WHAT IS REQUIRED> The lines you return should be those containing the string "Bianco", taken from the data below.

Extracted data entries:
......

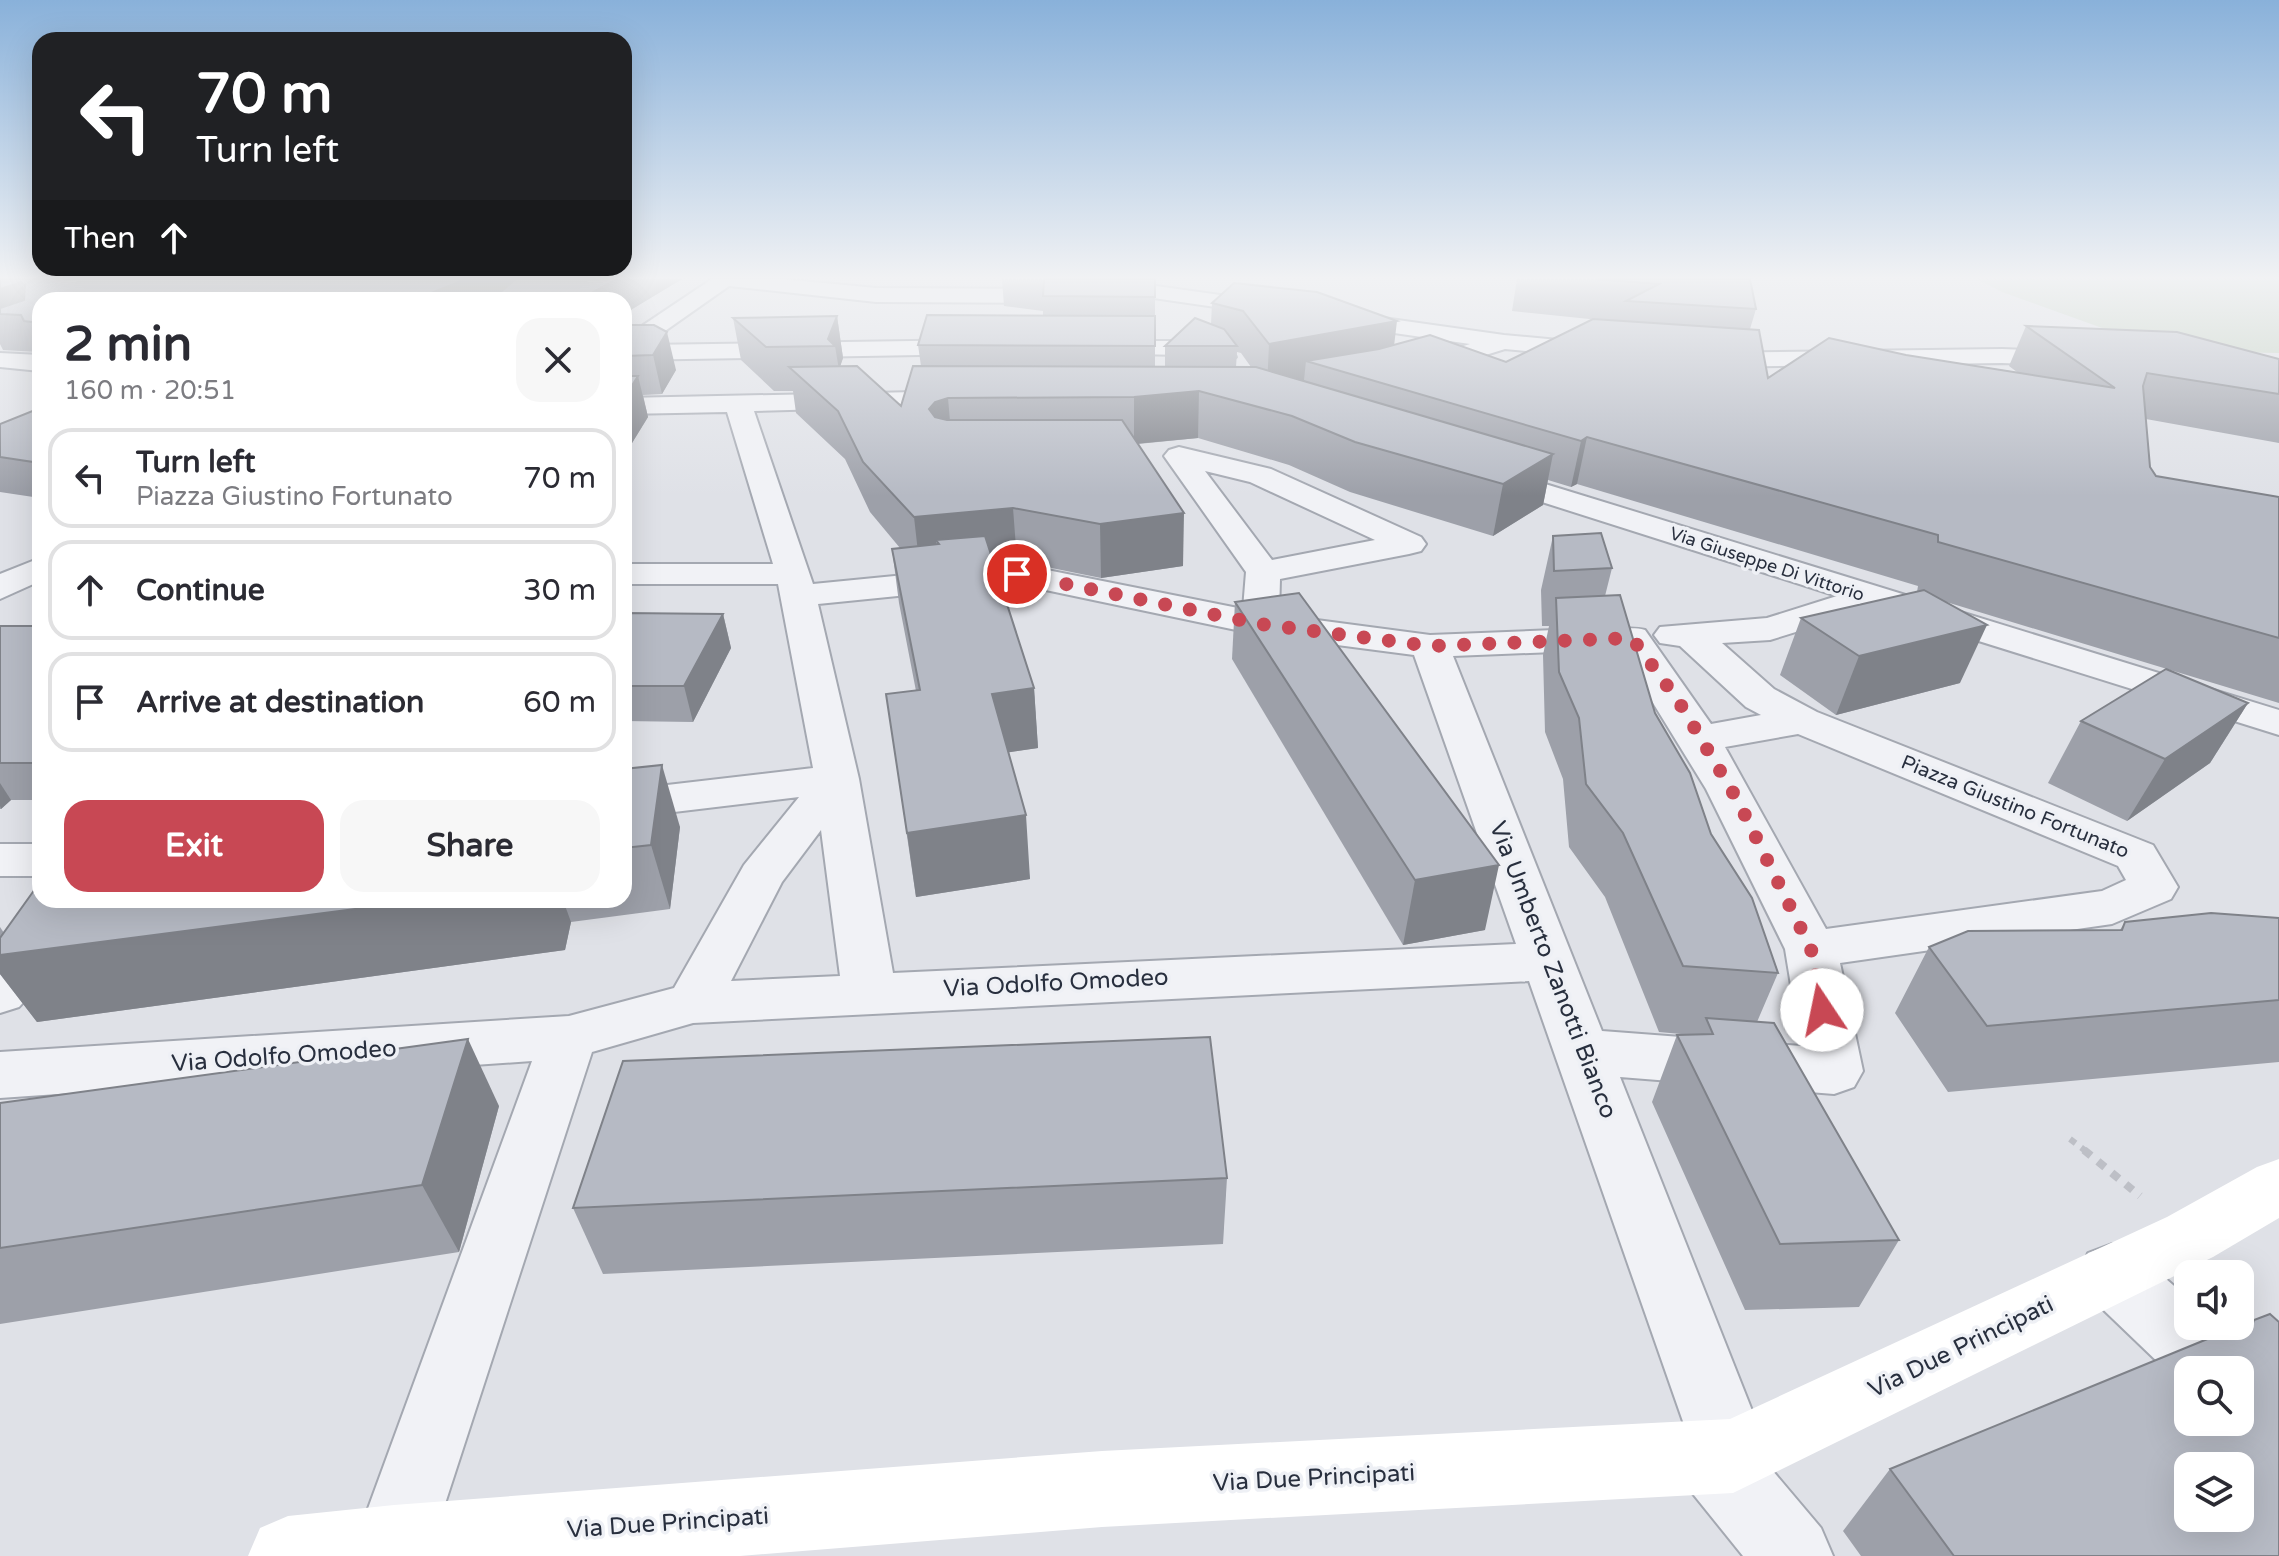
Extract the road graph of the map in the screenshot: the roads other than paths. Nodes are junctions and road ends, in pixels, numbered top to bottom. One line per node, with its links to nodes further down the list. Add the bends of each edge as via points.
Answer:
1 (897, 352): 13 (street)
2 (1203, 352): 10 (street, via 1222,355)
3 (1472, 352): 11 (street)
4 (1611, 352): 5 (street)
5 (1626, 353)
6 (1687, 358): 7 (street)
7 (2092, 359)
8 (0, 360): 9 (street)
9 (32, 362)
10 (1246, 372)
11 (1396, 374)
12 (995, 399): 13 (street)
13 (871, 400): 14 (street)
14 (738, 403): 15 (street); 20 (street)
15 (632, 406)
16 (1459, 466): 23 (street, Via Giuseppe Di Vittorio)
17 (32, 572): 22 (street)
18 (1263, 572): 18 (street, via 1409,544 1260,475 1164,456); 24 (street)
19 (632, 575): 20 (street)
20 (794, 585): 24 (street, via 1017,574); 31 (street)
21 (32, 588): 22 (street)
22 (0, 590)
23 (1870, 597): 25 (street, via 1770,629); 29 (street, Via Giuseppe Di Vittorio)
24 (1260, 624): 27 (street)
25 (1689, 634): 26 (street); 28 (street, Piazza Giustino Fortunato, via 1760,698)
26 (1632, 638): 27 (street); 30 (street)
27 (1430, 646): 37 (street, Via Umberto Zanotti Bianco)
28 (1802, 721): 30 (street); 36 (street, Piazza Giustino Fortunato, via 2136,856 2154,887 2112,907)
29 (2279, 723)
30 (1701, 738): 36 (street)
31 (837, 779): 32 (street); 38 (street); 40 (street, via 761,876)
32 (632, 803)
33 (0, 860): 34 (street)
34 (32, 860)
35 (86, 908): 39 (street)
36 (1811, 949): 42 (street, via 1834,1071)
37 (1548, 961): 38 (street, Via Odolfo Omodeo); 42 (street, Via Umberto Zanotti Bianco)
38 (869, 992): 40 (street, Via Odolfo Omodeo)
39 (0, 993)
40 (693, 1003): 41 (street, Via Odolfo Omodeo)
41 (569, 1037): 43 (street, Via Odolfo Omodeo); 48 (street)
42 (1585, 1052): 47 (street, Via Umberto Zanotti Bianco)
43 (0, 1075)
44 (2279, 1186): 45 (street, Via Due Principati)
45 (2112, 1274): 46 (street); 47 (street, Via Due Principati)
46 (2202, 1356)
47 (1722, 1456): 48 (street, Via Due Principati, via 1102,1489); 50 (street, Via Umberto Zanotti Bianco)
48 (394, 1544): 49 (street, Via Due Principati)
49 (288, 1556)
50 (1793, 1556)

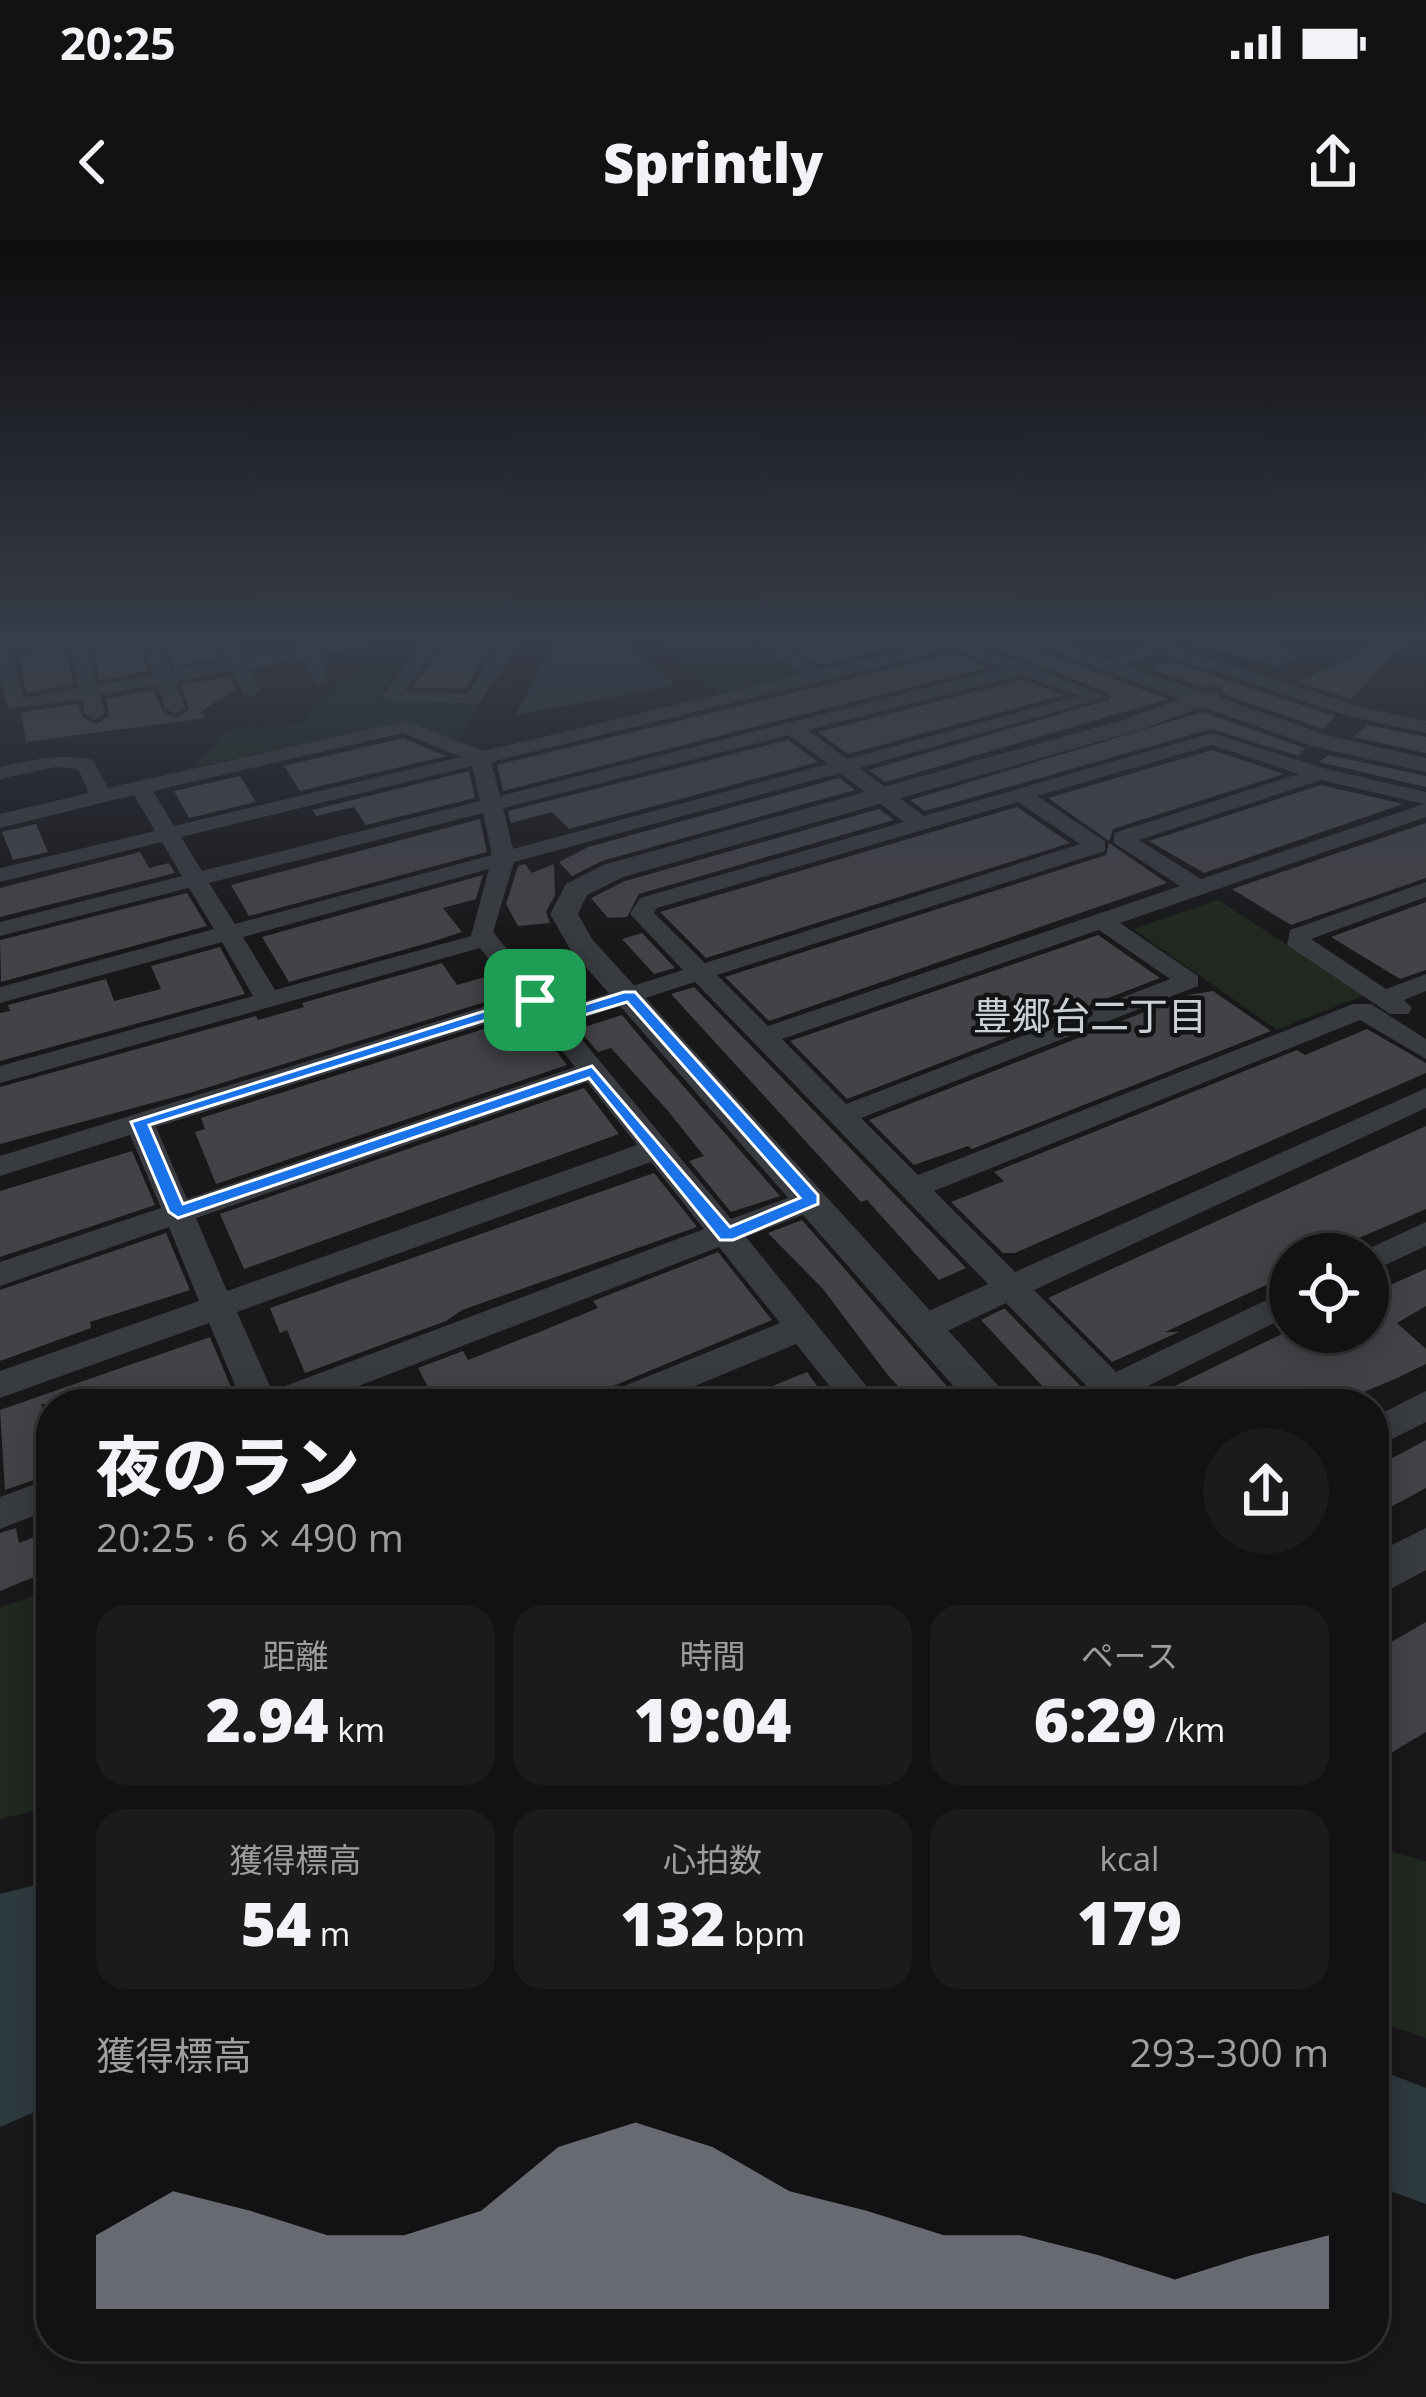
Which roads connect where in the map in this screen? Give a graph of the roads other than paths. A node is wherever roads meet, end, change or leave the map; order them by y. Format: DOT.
graph roads {
  1 [pos="358,738"];
  2 [pos="432,738"];
  3 [pos="561,738"];
  4 [pos="755,738"];
  5 [pos="806,738"];
  6 [pos="952,738"];
  7 [pos="1085,738"];
  8 [pos="1311,738"];
  9 [pos="480,757"];
  10 [pos="1426,761"];
  11 [pos="844,767"];
  12 [pos="0,772"];
  13 [pos="1320,774"];
  14 [pos="140,787"];
  15 [pos="880,794"];
  16 [pos="1021,795"];
  17 [pos="101,796"];
  18 [pos="1426,798"];
  19 [pos="492,805"];
  20 [pos="1426,810"];
  21 [pos="0,820"];
  22 [pos="921,824"];
  23 [pos="620,827"];
  24 [pos="169,833"];
  25 [pos="504,858"];
  26 [pos="653,859"];
  27 [pos="0,875"];
  28 [pos="197,878"];
  29 [pos="1198,888"];
  30 [pos="1426,889"];
  31 [pos="1102,921"];
  32 [pos="0,929"];
  33 [pos="228,932"];
  34 [pos="486,939"];
  35 [pos="702,973"];
  36 [pos="1426,982"];
  37 [pos="0,994"];
  38 [pos="630,996"];
  39 [pos="268,999"];
  40 [pos="1384,999"];
  41 [pos="543,1010"];
  42 [pos="1426,1025"];
  43 [pos="766,1036"];
  44 [pos="1426,1051"];
  45 [pos="592,1071"];
  46 [pos="0,1075"];
  47 [pos="1426,1097"];
  48 [pos="843,1115"];
  49 [pos="139,1122"];
  50 [pos="656,1149"];
  51 [pos="0,1166"];
  52 [pos="915,1187"];
  53 [pos="812,1200"];
  54 [pos="178,1212"];
  55 [pos="1426,1233"];
  56 [pos="727,1236"];
  57 [pos="1389,1252"];
  58 [pos="0,1274"];
  59 [pos="1012,1287"];
  60 [pos="220,1309"];
  61 [pos="1269,1312"];
  62 [pos="925,1327"];
  63 [pos="802,1328"];
  64 [pos="0,1385"];
  65 [pos="254,1389"];
  66 [pos="314,1389"];
  67 [pos="653,1389"];
  68 [pos="853,1389"];
  69 [pos="981,1389"];
  70 [pos="1111,1389"];
  71 [pos="1133,1389"];
  72 [pos="1426,1406"];
  73 [pos="1389,1426"];
  74 [pos="36,1499"];
  75 [pos="0,1513"];
  76 [pos="1426,1546"];
  77 [pos="1389,1569"];
  1 -- 14 [label="street"];
  2 -- 9 [label="street"];
  3 -- 9 [label="street"];
  4 -- 19 [label="street"];
  5 -- 11 [label="street"];
  6 -- 11 [label="street"];
  7 -- 15 [label="street"];
  8 -- 10 [label="street"];
  9 -- 19 [label="street"];
  9 -- 24 [label="street"];
  11 -- 15 [label="street"];
  11 -- 23 [label="street"];
  12 -- 17 [label="street"];
  13 -- 16 [label="street"];
  13 -- 18 [label="street"];
  13 -- 29 [label="street"];
  14 -- 17 [label="street"];
  14 -- 24 [label="street"];
  15 -- 22 [label="street"];
  15 -- 26 [label="street"];
  16 -- 22 [label="street"];
  16 -- 35 [label="street"];
  17 -- 21 [label="street"];
  19 -- 25 [label="street"];
  19 -- 28 [label="street"];
  20 -- 29 [label="street"];
  22 -- 35 [label="street"];
  23 -- 25 [label="street"];
  23 -- 26 [label="street"];
  24 -- 27 [label="street"];
  24 -- 28 [label="street"];
  25 -- 33 [label="street"];
  25 -- 34 [label="street"];
  26 -- 38 [label="street"];
  28 -- 32 [label="street"];
  28 -- 33 [label="street"];
  29 -- 31 [label="street"];
  30 -- 40 [label="street"];
  31 -- 43 [label="street"];
  31 -- 48 [label="street"];
  33 -- 37 [label="street"];
  33 -- 39 [label="street"];
  34 -- 39 [label="street"];
  34 -- 41 [label="street"];
  35 -- 38 [label="street"];
  35 -- 43 [label="street"];
  36 -- 40 [label="street"];
  38 -- 41 [label="street"];
  38 -- 53 [label="street"];
  39 -- 46 [label="street"];
  40 -- 42 [label="street"];
  41 -- 45 [label="street"];
  41 -- 49 [label="street"];
  43 -- 48 [label="street"];
  44 -- 52 [label="street"];
  45 -- 50 [label="street"];
  45 -- 54 [label="street"];
  47 -- 59 [label="street"];
  48 -- 52 [label="street"];
  49 -- 51 [label="street"];
  49 -- 54 [label="street"];
  50 -- 56 [label="street"];
  50 -- 60 [label="street"];
  52 -- 59 [label="street"];
  53 -- 56 [label="street"];
  53 -- 62 [label="street"];
  54 -- 58 [label="street"];
  54 -- 60 [label="street"];
  55 -- 57 [label="street"];
  56 -- 63 [label="street"];
  56 -- 66 [label="street"];
  59 -- 62 [label="street"];
  59 -- 70 [label="street"];
  60 -- 64 [label="street"];
  60 -- 65 [label="street"];
  61 -- 71 [label="street"];
  62 -- 69 [label="street"];
  63 -- 67 [label="street"];
  63 -- 68 [label="street"];
  72 -- 73 [label="street"];
  74 -- 75 [label="street"];
  76 -- 77 [label="street"];
}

......

SOLUTION TO THIS EXERCISE>
27 (1430, 646): 37 (street, Via Umberto Zanotti Bianco)
37 (1548, 961): 38 (street, Via Odolfo Omodeo); 42 (street, Via Umberto Zanotti Bianco)
42 (1585, 1052): 47 (street, Via Umberto Zanotti Bianco)
47 (1722, 1456): 48 (street, Via Due Principati, via 1102,1489); 50 (street, Via Umberto Zanotti Bianco)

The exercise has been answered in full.